Cette remarque a un grand intérêt pour les économies sous-développées où les avantages qu'apportent aux personnes les services échappant à la commercialisation sont beaucoup plus importants que dans nos familles modernes réduites aux époux et aux enfants. Le volume du commerce utilisant la monnaie est faible, et si la comptabilité nationale ignore les services gratuits, elle exprime la production nationale en chiffres très inférieurs à la réalité. Il est plus facile de corriger les chiffres pour les biens matériels auto-consommés que pour les services. Et le calcul économique surestimera considérablement le taux de croissance, il fera apparaître une croissance des biens et services commercialisés à partir d'une production initiale considérablement sous-estimée; il exagérera ainsi le progrès en tenant compte de la croissance des ventes, alors qu'il omet systématiquement les pertes subies par la disparition des services gratuits qui accompagne la disparition des circuits non-commerciaux. L'homme qui, en pays arabe, quitte la vie traditionnelle pour gagner la ville et y trouver un emploi comme salarié gagne en possibilité d'acheter des produits vendus sur le marché, mais il perd en même temps les multiples services que lui apportaient les liens familiaux. C'est peut-être diviser à l'excès le travail que de limiter la recherche de l'économiste essentiellement aux avantages de ce changement et celle du sociologue à ses inconvénients! Il est sans doute possible de considérer ces changements comme un progrès dans la mesure où ils sont le résultat de choix libres, et par conséquent sont le signe de préférences individuelles. Mais lorsqu'il s'agit de planifier l'évolution des modes de vie, il faut tenir compte dans le calcul économique de la perte des services gratuits.

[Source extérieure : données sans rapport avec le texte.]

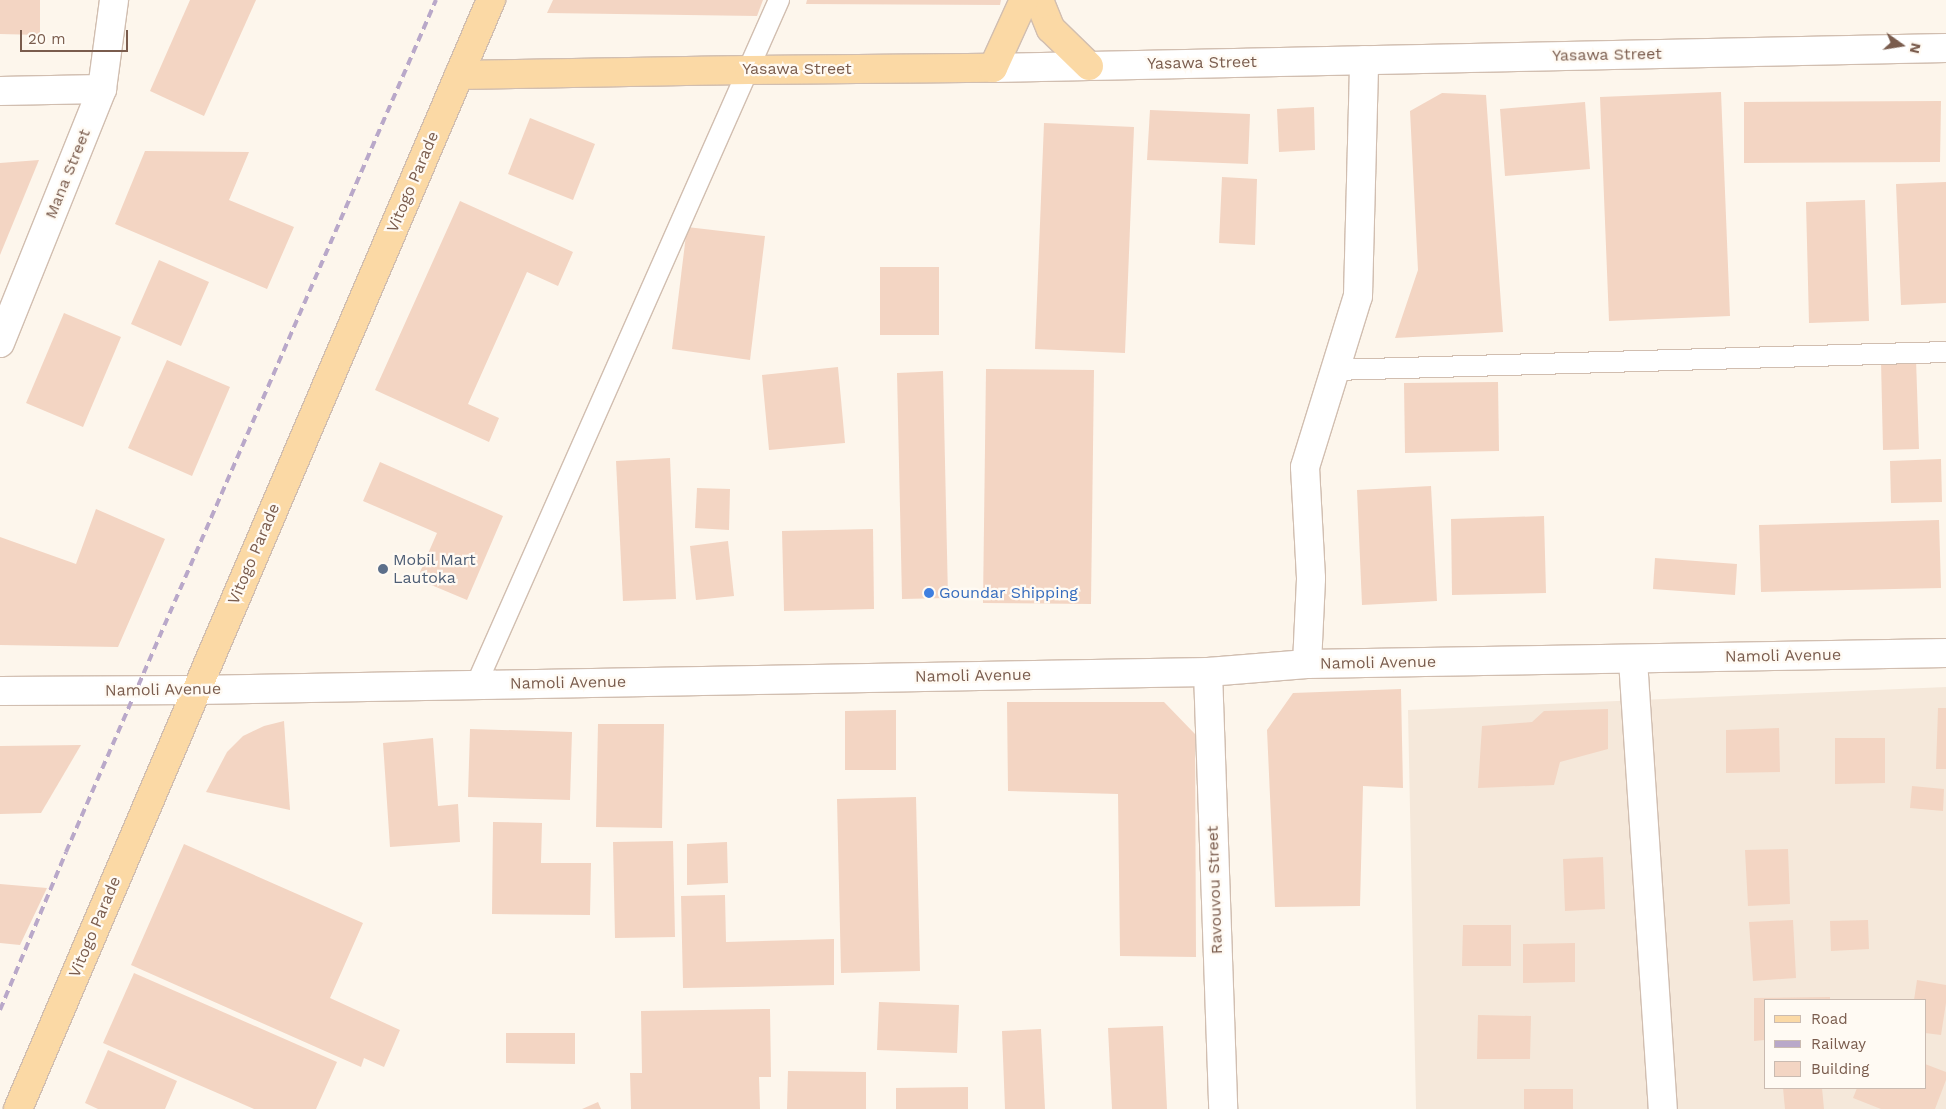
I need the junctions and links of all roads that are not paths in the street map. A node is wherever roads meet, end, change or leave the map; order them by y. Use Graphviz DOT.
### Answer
graph roads {
  1 [pos="114,0"];
  2 [pos="491,0"];
  3 [pos="779,0"];
  4 [pos="1024,0"];
  5 [pos="1039,0"];
  6 [pos="1946,48"];
  7 [pos="1364,60"];
  8 [pos="1090,66"];
  9 [pos="993,68"];
  10 [pos="749,70"];
  11 [pos="459,75"];
  12 [pos="102,89"];
  13 [pos="0,91"];
  14 [pos="0,342"];
  15 [pos="1946,352"];
  16 [pos="1334,370"];
  17 [pos="1946,653"];
  18 [pos="1633,660"];
  19 [pos="1307,664"];
  20 [pos="1208,672"];
  21 [pos="476,685"];
  22 [pos="195,690"];
  23 [pos="0,691"];
  24 [pos="18,1109"];
  25 [pos="1223,1109"];
  26 [pos="1663,1109"];
  1 -- 12 [label="street, Mana Street"];
  2 -- 11 [label="main road, Vitogo Parade"];
  3 -- 10 [label="lane"];
  4 -- 9 [label="main road"];
  5 -- 8 [label="main road"];
  6 -- 7 [label="street, Yasawa Street"];
  7 -- 8 [label="street, Yasawa Street"];
  7 -- 16 [label="street"];
  8 -- 9 [label="street, Yasawa Street"];
  9 -- 10 [label="main road, Yasawa Street"];
  10 -- 11 [label="main road, Yasawa Street"];
  10 -- 21 [label="lane"];
  11 -- 22 [label="main road, Vitogo Parade"];
  12 -- 13 [label="street"];
  12 -- 14 [label="street, Mana Street"];
  15 -- 16 [label="lane"];
  16 -- 19 [label="street"];
  17 -- 18 [label="street, Namoli Avenue"];
  18 -- 19 [label="street, Namoli Avenue"];
  18 -- 26 [label="street"];
  19 -- 20 [label="street, Namoli Avenue"];
  20 -- 21 [label="street, Namoli Avenue"];
  20 -- 25 [label="street, Ravouvou Street"];
  21 -- 22 [label="street, Namoli Avenue"];
  22 -- 23 [label="street, Namoli Avenue"];
  22 -- 24 [label="main road, Vitogo Parade"];
}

Négliger l'importance des services gratuits conduit donc à surestimer les avantages du développement économique au début de la croissance; par contre la même optique risque de faire sous-estimer le progrès d'une économie développée. Après avoir diminué rapidement pendant les premières étapes du développement, les services gratuits reprennent une place croissante dans les pays industrialisés. L’ homme occidental voit progressivement augmenter la quantité de biens qu’il obtient en retour d’un travail progressivement moins long et surtout moins pénible. Il peut dépenser ce surplus de forces en services qu’il se donne à lui même, comme lire et apprendre, qu'il donne à sa famille, comme travaux domestiques, qu'il donne à ses concitoyens, comme activités civiques. La comptabilité nationale n'intègre pas de tels services.
Il faut noter ici que les services gratuits n'ont pas seulement une valeur en tant que services, mais bien parce qu'ils sont gratuits. Autrefois, la caractéristique d'un homme libre était d'agir non pas pour une récompense matérielle, mais pour l’épanouissement de sa valeur personnelle manifestée par ses bienfaits à la société. Cet aspect fut mis en valeur par le christianisme. Le socialisme utopique commit, sans contredit, une erreur en pensant que la société pouvait être organisée uniquement sur cette base. Et les économistes utilisèrent un principe plus efficace en affirmant que les individus ne devaient pas seulement avoir la possibilité de vendre leur travail aussi cher que possible et d'acheter aussi bon marché que possible, mais qu'ils devaient être encouragés dans cette voie, pour essayer de gagner sur les deux tableaux. Mais à mesure que ce principe d'efficacité développe ses fruits, d'une part il permet le développement des services gratuits et d'autre part il appelle ce développement comme un indispensable correctif moral.